▶ Problem to work on: Find every line in the entries that holds the string "Antônio" and report it.
START Record set
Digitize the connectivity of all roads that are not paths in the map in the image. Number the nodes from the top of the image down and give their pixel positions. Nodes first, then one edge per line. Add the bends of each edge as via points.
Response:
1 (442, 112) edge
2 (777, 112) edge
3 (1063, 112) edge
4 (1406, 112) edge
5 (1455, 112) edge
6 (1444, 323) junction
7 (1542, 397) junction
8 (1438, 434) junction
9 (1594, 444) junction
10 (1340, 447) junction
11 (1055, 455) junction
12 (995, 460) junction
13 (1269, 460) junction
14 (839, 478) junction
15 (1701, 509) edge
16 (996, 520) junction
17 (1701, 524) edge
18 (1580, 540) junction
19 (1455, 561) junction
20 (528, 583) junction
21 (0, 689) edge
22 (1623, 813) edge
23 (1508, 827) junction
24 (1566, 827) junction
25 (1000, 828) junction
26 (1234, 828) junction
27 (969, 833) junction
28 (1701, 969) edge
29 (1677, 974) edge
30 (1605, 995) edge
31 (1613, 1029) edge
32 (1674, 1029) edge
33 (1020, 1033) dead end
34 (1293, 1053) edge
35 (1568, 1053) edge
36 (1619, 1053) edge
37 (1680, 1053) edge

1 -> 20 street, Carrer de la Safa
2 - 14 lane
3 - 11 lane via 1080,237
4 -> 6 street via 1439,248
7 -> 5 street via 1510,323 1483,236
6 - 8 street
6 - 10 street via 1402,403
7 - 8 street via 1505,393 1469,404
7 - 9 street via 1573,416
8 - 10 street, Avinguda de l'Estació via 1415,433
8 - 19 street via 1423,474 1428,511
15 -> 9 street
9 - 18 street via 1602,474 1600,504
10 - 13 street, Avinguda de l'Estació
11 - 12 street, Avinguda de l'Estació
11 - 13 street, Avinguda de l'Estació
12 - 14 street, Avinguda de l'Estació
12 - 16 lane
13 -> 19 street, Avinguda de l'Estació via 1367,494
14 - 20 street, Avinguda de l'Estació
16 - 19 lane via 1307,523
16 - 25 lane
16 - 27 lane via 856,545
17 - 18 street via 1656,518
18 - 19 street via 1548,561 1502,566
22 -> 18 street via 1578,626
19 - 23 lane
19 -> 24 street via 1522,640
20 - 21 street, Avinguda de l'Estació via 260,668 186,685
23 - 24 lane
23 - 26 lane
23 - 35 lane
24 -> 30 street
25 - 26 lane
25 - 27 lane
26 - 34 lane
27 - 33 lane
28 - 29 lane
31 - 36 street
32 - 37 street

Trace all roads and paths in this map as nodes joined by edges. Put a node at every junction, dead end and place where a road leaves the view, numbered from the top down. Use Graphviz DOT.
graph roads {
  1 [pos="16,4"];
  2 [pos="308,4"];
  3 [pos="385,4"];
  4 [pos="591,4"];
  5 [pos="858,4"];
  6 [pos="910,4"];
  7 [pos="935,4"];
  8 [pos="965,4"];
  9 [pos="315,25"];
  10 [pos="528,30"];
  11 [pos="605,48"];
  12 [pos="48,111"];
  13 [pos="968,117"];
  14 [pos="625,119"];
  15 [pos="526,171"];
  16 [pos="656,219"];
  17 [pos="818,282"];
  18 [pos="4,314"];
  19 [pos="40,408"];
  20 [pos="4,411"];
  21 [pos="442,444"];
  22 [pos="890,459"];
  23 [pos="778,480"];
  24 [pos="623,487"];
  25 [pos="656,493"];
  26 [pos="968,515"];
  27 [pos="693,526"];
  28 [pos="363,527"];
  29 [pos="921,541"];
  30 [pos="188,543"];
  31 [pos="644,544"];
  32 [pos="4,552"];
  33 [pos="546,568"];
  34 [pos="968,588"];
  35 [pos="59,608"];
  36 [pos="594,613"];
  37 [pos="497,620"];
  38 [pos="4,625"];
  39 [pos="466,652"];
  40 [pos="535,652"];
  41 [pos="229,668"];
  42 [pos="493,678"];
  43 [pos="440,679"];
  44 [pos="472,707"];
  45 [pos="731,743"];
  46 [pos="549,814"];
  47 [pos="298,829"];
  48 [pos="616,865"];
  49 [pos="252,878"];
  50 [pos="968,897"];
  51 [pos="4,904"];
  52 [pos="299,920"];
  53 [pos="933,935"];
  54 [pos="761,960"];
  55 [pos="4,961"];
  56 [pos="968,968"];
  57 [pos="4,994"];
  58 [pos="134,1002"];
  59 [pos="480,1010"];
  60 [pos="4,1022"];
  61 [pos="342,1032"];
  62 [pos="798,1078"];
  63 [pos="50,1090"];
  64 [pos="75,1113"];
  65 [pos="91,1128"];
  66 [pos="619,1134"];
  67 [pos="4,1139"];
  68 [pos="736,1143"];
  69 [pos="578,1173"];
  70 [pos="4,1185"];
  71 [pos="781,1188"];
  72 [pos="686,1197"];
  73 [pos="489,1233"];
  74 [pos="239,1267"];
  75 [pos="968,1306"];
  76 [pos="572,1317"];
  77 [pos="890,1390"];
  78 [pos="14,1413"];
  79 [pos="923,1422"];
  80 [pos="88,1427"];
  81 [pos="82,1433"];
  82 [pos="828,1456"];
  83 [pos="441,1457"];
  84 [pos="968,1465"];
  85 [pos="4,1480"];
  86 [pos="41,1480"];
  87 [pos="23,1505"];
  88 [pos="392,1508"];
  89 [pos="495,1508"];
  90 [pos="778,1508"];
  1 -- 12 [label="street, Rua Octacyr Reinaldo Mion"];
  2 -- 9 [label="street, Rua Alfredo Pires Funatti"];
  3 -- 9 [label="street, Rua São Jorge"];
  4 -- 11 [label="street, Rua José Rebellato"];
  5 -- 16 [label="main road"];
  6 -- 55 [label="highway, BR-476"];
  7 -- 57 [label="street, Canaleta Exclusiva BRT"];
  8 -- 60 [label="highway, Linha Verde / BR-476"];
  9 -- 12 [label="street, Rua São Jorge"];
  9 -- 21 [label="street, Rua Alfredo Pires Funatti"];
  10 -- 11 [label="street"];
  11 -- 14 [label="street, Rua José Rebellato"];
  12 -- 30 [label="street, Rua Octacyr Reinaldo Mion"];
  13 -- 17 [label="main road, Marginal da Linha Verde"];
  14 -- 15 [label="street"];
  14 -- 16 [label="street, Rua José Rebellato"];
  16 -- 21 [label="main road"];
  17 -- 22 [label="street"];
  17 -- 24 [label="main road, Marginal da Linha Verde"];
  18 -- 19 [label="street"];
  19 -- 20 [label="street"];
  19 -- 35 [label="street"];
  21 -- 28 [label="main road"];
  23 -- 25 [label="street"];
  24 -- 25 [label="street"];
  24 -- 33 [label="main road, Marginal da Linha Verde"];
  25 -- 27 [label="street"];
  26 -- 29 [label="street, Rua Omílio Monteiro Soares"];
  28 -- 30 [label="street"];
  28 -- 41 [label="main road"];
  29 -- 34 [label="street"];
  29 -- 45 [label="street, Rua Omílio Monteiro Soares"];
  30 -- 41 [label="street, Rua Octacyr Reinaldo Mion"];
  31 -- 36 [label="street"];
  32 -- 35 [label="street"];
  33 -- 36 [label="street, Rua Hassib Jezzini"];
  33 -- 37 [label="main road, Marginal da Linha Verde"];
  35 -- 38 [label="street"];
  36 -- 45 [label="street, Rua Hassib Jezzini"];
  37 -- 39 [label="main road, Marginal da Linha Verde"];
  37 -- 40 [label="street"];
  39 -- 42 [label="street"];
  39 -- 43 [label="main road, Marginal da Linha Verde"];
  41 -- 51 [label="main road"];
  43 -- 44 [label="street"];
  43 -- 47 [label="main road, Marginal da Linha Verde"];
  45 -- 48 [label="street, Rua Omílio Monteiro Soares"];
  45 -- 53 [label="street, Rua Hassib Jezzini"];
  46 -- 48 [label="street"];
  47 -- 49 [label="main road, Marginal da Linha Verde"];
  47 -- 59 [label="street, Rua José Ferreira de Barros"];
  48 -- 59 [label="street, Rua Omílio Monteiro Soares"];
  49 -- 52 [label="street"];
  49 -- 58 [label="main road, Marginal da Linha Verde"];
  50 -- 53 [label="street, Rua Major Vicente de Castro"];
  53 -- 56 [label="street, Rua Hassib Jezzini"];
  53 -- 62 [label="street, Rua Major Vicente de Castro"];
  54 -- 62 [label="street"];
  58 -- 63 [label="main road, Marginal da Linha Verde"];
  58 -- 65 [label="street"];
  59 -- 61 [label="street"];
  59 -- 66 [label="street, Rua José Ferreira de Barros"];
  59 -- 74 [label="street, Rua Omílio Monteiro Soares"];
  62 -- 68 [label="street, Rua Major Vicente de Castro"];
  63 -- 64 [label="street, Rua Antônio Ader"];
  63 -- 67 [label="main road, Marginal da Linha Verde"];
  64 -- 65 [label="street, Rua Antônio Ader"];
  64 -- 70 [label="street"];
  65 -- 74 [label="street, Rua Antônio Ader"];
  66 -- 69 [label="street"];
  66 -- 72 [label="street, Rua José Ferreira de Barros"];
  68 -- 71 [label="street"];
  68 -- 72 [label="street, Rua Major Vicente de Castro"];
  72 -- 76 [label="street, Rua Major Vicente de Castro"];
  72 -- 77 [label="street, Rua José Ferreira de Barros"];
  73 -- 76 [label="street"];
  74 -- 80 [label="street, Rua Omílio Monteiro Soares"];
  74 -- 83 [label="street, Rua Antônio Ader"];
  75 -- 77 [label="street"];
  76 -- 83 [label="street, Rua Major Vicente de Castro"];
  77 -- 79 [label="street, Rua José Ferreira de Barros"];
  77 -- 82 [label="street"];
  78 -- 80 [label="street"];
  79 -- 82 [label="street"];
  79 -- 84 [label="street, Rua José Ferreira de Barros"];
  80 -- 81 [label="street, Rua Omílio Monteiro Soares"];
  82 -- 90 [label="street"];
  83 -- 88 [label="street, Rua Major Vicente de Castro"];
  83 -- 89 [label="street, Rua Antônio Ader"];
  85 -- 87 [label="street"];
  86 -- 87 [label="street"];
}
END Record set
▶ Response box:
  63 -- 64 [label="street, Rua Antônio Ader"];
  64 -- 65 [label="street, Rua Antônio Ader"];
  65 -- 74 [label="street, Rua Antônio Ader"];
  74 -- 83 [label="street, Rua Antônio Ader"];
  83 -- 89 [label="street, Rua Antônio Ader"];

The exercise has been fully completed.